Mr Craughwell told delegates that during the overnight sessions, trade union representatives had sat around chatting amongst themselves as they waited for what he called "unilateral announcements".
Earlier, the TUI general secretary warned that teachers may withdraw from activities previously carried out on a goodwill basis out of frustration at the demands of the new proposals.
John MacGabhann accused the Department of Public Expenditure and Reform of treating public servants as if they are the enemy rather than the bulwark of the State.
He said the department had been given what he called extravagant and excessive powers to regulate public services, and he described this as perverse.
Croke Park II a 'betrayal' - ASTI president
Minister for Education Ruairi Quinn was heckled by a small group of protestors as he arrived at the ASTI convention in Wexford.

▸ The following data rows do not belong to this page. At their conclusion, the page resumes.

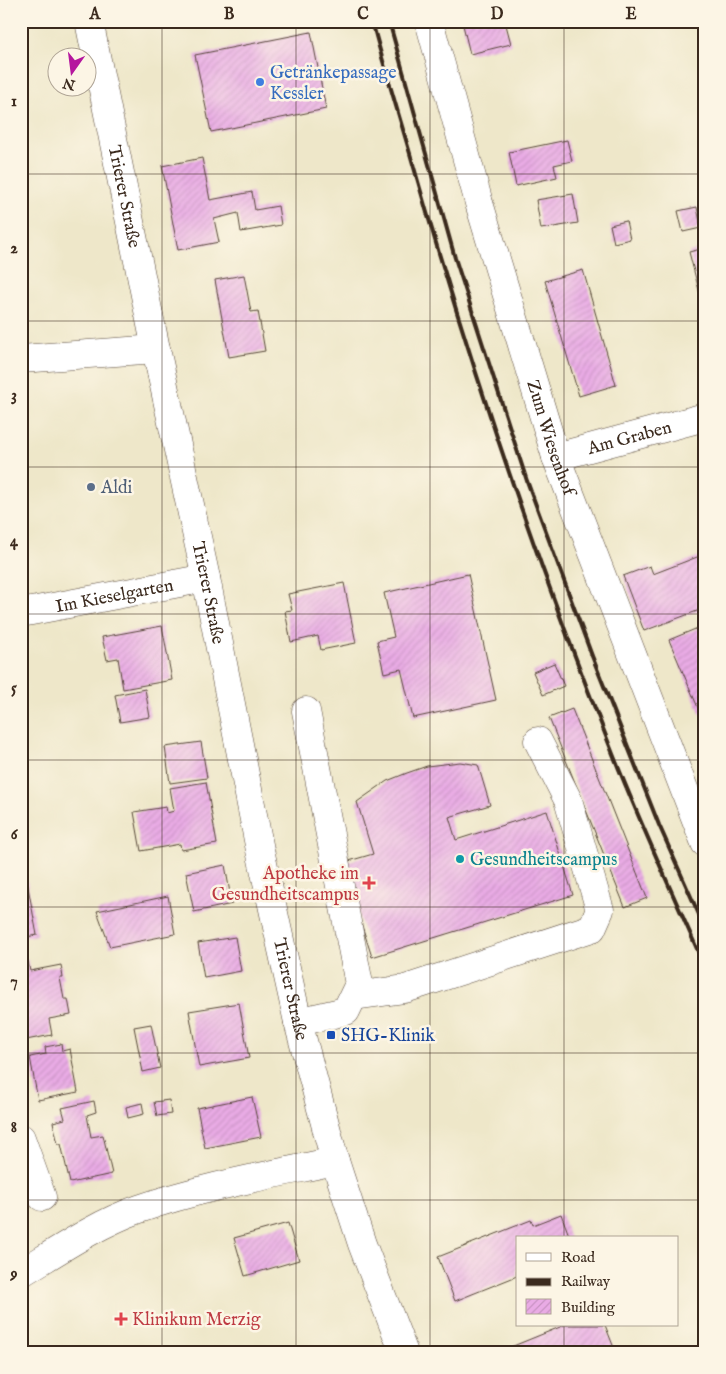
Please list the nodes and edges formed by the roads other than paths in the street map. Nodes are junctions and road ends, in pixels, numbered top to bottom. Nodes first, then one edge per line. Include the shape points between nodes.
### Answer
1 (89, 21) edge
2 (429, 21) edge
3 (156, 349) junction
4 (24, 352) edge
5 (705, 417) edge
6 (556, 457) junction
7 (206, 578) junction
8 (21, 613) edge
9 (306, 711) dead end
10 (538, 741) dead end
11 (695, 787) edge
12 (705, 843) edge
13 (354, 996) junction
14 (298, 1022) junction
15 (21, 1138) edge
16 (335, 1160) junction
17 (42, 1197) dead end
18 (21, 1274) edge
19 (404, 1353) edge

1 - 3 street, Trierer Straße
2 - 6 street, Zum Wiesenhof via 479,204
3 - 4 street
3 - 7 street, Trierer Straße
5 - 6 street, Am Graben
6 - 11 street, Zum Wiesenhof
7 - 8 street, Im Kieselgarten
7 - 14 street, Trierer Straße
9 - 13 street via 359,984
10 - 13 street via 568,800 600,910 592,928 404,989
11 - 12 street, Zum Wiesenhof
13 - 14 street via 346,1011
14 - 16 street, Trierer Straße
15 - 17 street
16 - 18 street via 185,1194 137,1210 103,1225
16 - 19 street, Trierer Straße via 362,1244

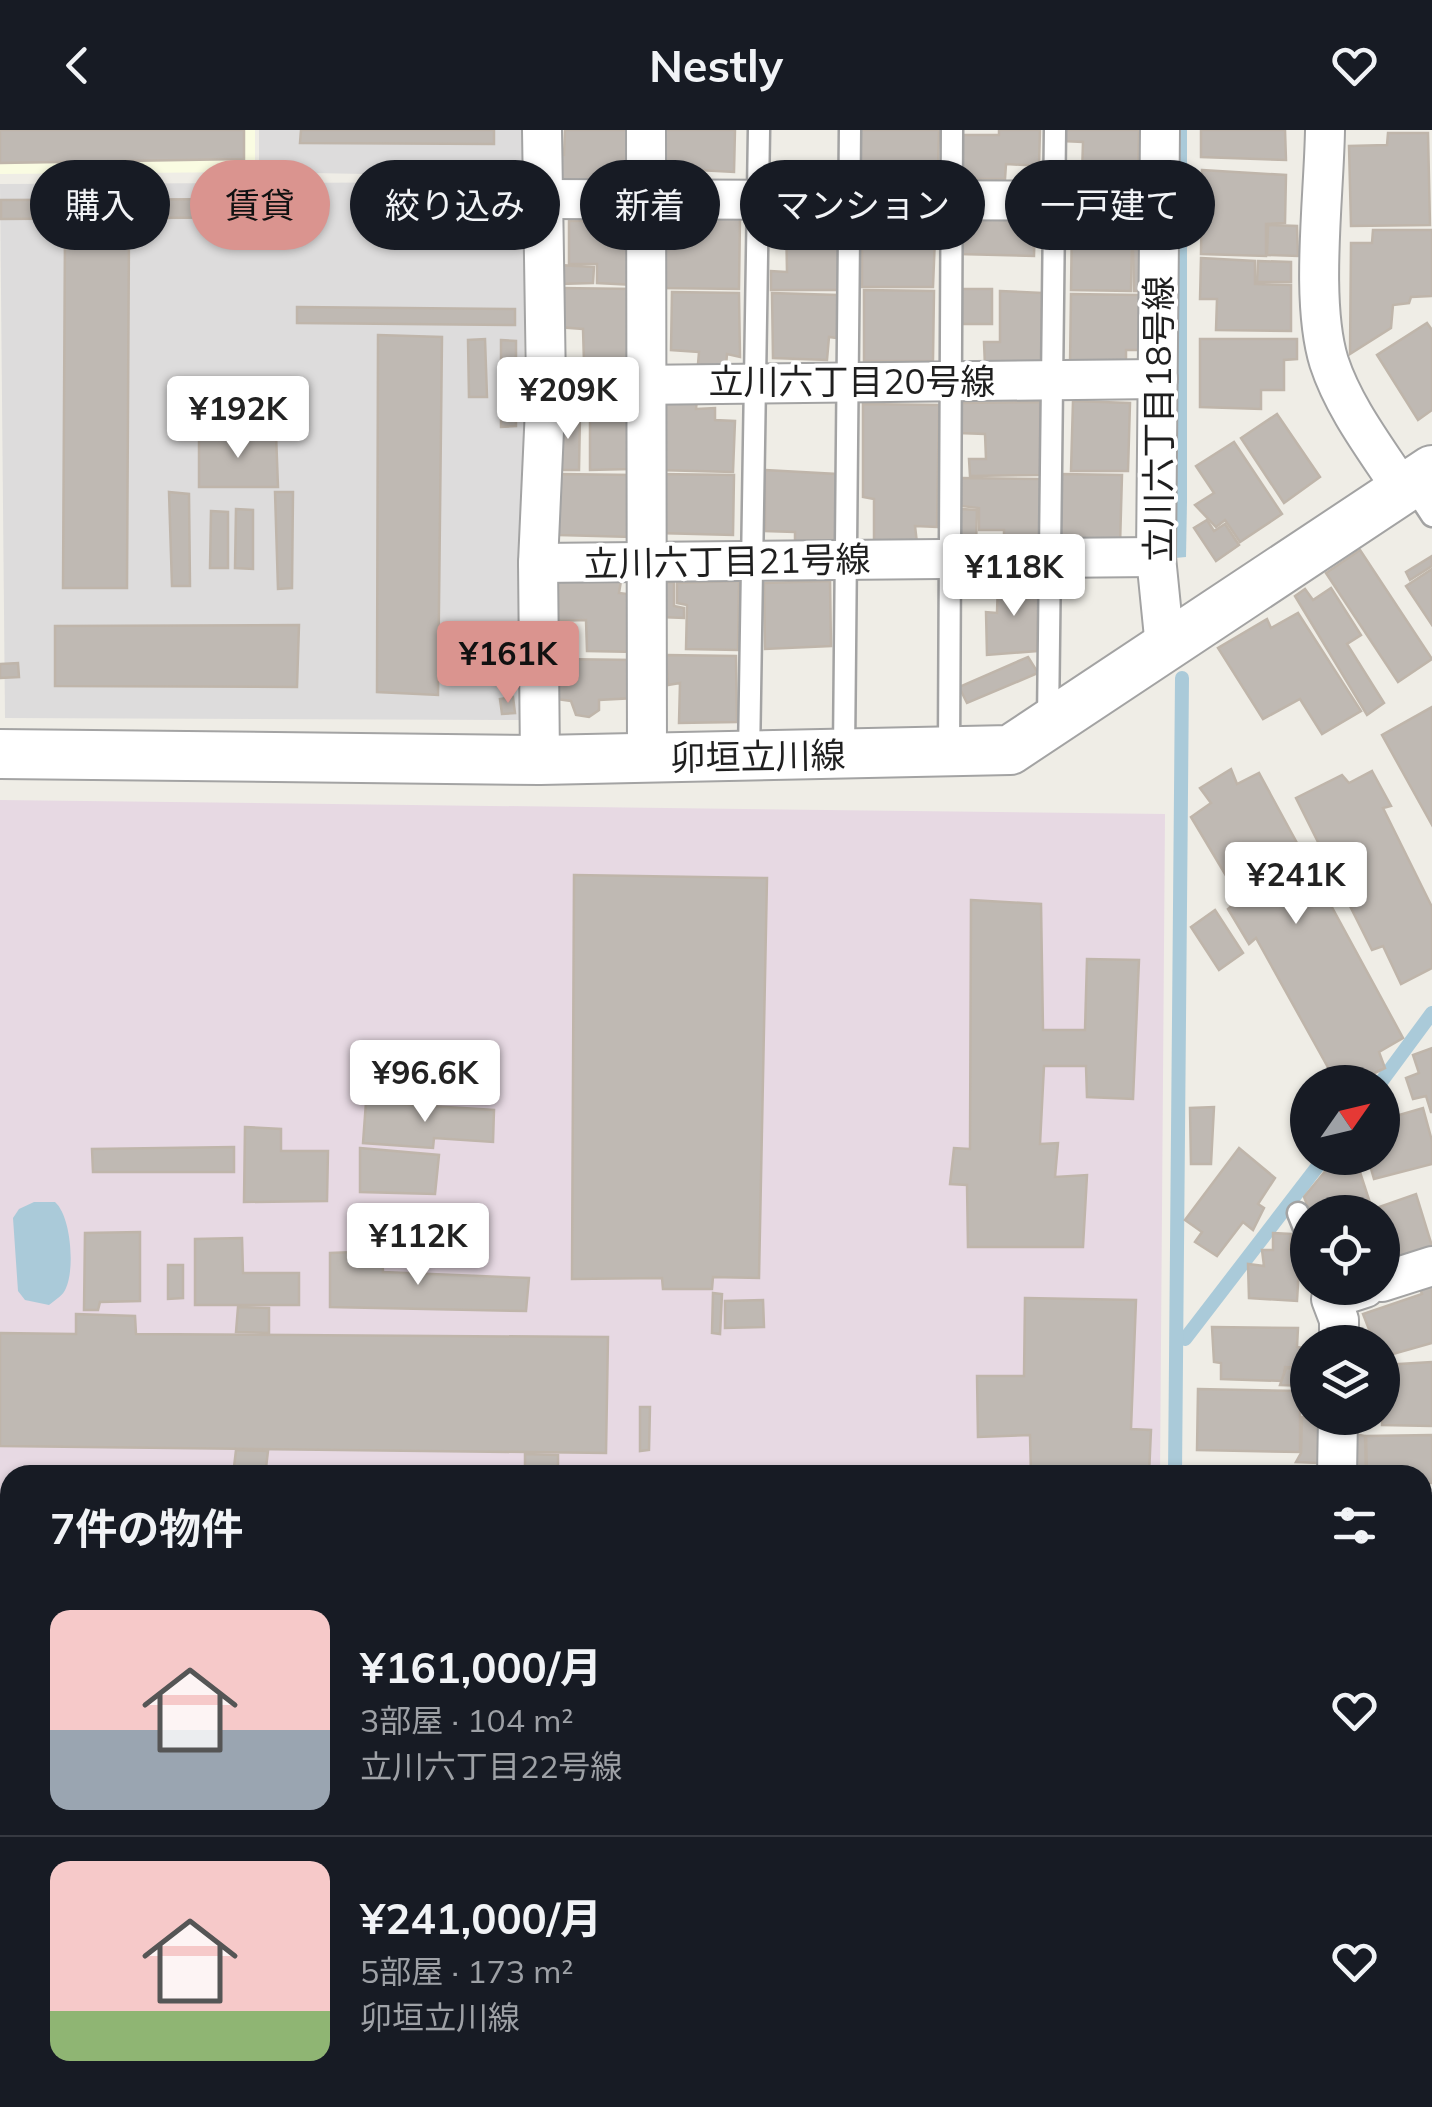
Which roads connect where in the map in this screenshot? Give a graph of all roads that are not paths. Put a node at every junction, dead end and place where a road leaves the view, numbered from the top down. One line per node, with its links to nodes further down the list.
1 (542, 130): 9 (street)
2 (646, 130): 10 (street)
3 (759, 130): 11 (lane)
4 (850, 130): 12 (lane)
5 (952, 130): 13 (lane)
6 (1055, 130): 14 (lane)
7 (1160, 130): 15 (street, 立川六丁目18号線)
8 (1325, 130): 30 (street)
9 (541, 160)
10 (646, 160)
11 (759, 160)
12 (850, 160)
13 (952, 160)
14 (1055, 160)
15 (1159, 160)
16 (542, 250): 29 (street)
17 (646, 250): 28 (street)
18 (757, 250): 26 (lane)
19 (848, 250): 27 (lane)
20 (951, 250): 24 (lane)
21 (1053, 250): 25 (lane)
22 (1158, 250): 23 (street, 立川六丁目18号線)
23 (1158, 379): 25 (street, 立川六丁目20号線); 31 (street, 立川六丁目18号線)
24 (950, 380): 25 (street, 立川六丁目20号線); 27 (street, 立川六丁目20号線); 32 (lane)
25 (1051, 380): 33 (lane)
26 (756, 382): 27 (street, 立川六丁目20号線); 28 (street, 立川六丁目20号線); 34 (lane)
27 (846, 382): 35 (lane)
28 (647, 383): 29 (street, 立川六丁目20号線); 37 (street)
29 (546, 386): 36 (street)
30 (1419, 490): 38 (street, 卯垣立川線)
31 (1156, 557): 33 (street, 立川六丁目21号線); 38 (street, 立川六丁目18号線)
32 (950, 558): 33 (street, 立川六丁目21号線); 35 (street, 立川六丁目21号線); 40 (lane)
33 (1050, 558): 39 (lane)
34 (753, 560): 35 (street, 立川六丁目21号線); 37 (street, 立川六丁目21号線); 43 (lane)
35 (848, 560): 42 (lane)
36 (538, 562): 37 (street, 立川六丁目21号線); 45 (street)
37 (647, 562): 44 (street)
38 (1165, 647): 39 (street, 卯垣立川線)
39 (1048, 724): 40 (street, 卯垣立川線)
40 (950, 752): 42 (street, 卯垣立川線)
41 (0, 754): 45 (street, 卯垣立川線)
42 (844, 754): 43 (street, 卯垣立川線)
43 (748, 756): 44 (street, 卯垣立川線)
44 (647, 759): 45 (street, 卯垣立川線)
45 (540, 760)
46 (1432, 1266): 47 (street)
47 (1400, 1276)
48 (1338, 1435): 49 (street)
49 (1338, 1465)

Around ten people later walked out during his speech.
Mr Quinn told delegates he would shortly be bringing draft legislation to Government on the issue of school enrolment policies, which would attempt to make school applications more transparent and fairer.
He also said there were no plans to change Transition Year in secondary schools.
The association’s president told delegates that at least half of second-level teachers under 30 years old were on contracts of just one year or less.
Gerry Breslin said the Government, by pursuing a second Croke Park agreement, was in breach of the first and called it a betrayal of members.
He said to ask teachers to work an extra 49 hours annually was an insult to them.
He also asked if it is right to seek to cut the pay of teachers while the Government refused to increase taxes on those earning more than €100,000.
Addressing Minister Quinn, Mr Breslin said the State had been complicit in enabling multinational companies to avoid their responsibility to contribute fair and responsible taxes.
He also outlined what he called members' grave concerns over plans to reform the Junior Cert and said teachers wanted to be consulted.
Quinn heckled at INTO conference
Minister Quinn was also repeatedly heckled during his address to primary school teachers at their conference in Cork.
Delegates at Irish National Teachers' Organisation conference held up red cards at the minister.
INTO President Anne Fay was forced to intervene to call for attention for Mr Quinn during his speech.
Incoming INTO President Brendan O'Sullivan said that it was clear from the minister's address to the conference that he is "totally out of touch" with teachers' concerns about the Croke Park proposals.
Speaking on RTÉ's Today with Miles Dungan, Mr O'Sullivan said that teachers are very angry.
He warned against interpreting the union executive's decision not to recommend either acceptance or rejection of the proposals as tactic approval.
The minister said he respects that public sector unions have to make their own decisions on the proposals.
Mr Quinn will also speak at the Association of Secondary Teachers in Ireland conference in Wexford this afternoon.
Both the INTO and the ASTI are currently balloting on the proposals.
Teachers have been angered by the Croke Park proposals, which include additional unpaid hours, increment freezes and pay cuts for some higher grades.
Warning of disruption to third level exams
Students in Institutes of Technology face the possibility of disruption to examinations after the TUI threatened to withdraw from setting and marking exams.
The move is in opposition to the Croke Park proposals, which involve the elimination of additional payments for setting and correcting exam scripts totalling around €4m a year.
The TUI division representing third level lecturers passed a unanimous motion deploring the proposal to eliminate the payments.
In the event of the proposal being accepted by a majority vote of the Public Services Committee of ICTU, the motion instructs the TUI executive to ballot members on a directive banning the setting and marking of exam scripts.
The motion was proposed by the Dublin Colleges branch. Delegate Alice Prendergast said this was the first motion calling for actual industrial action.
She said the Government seemed to be allocating around 18 seconds to mark each script.
The TUI represents up to 4,000 lecturers in the Institutes of Technology.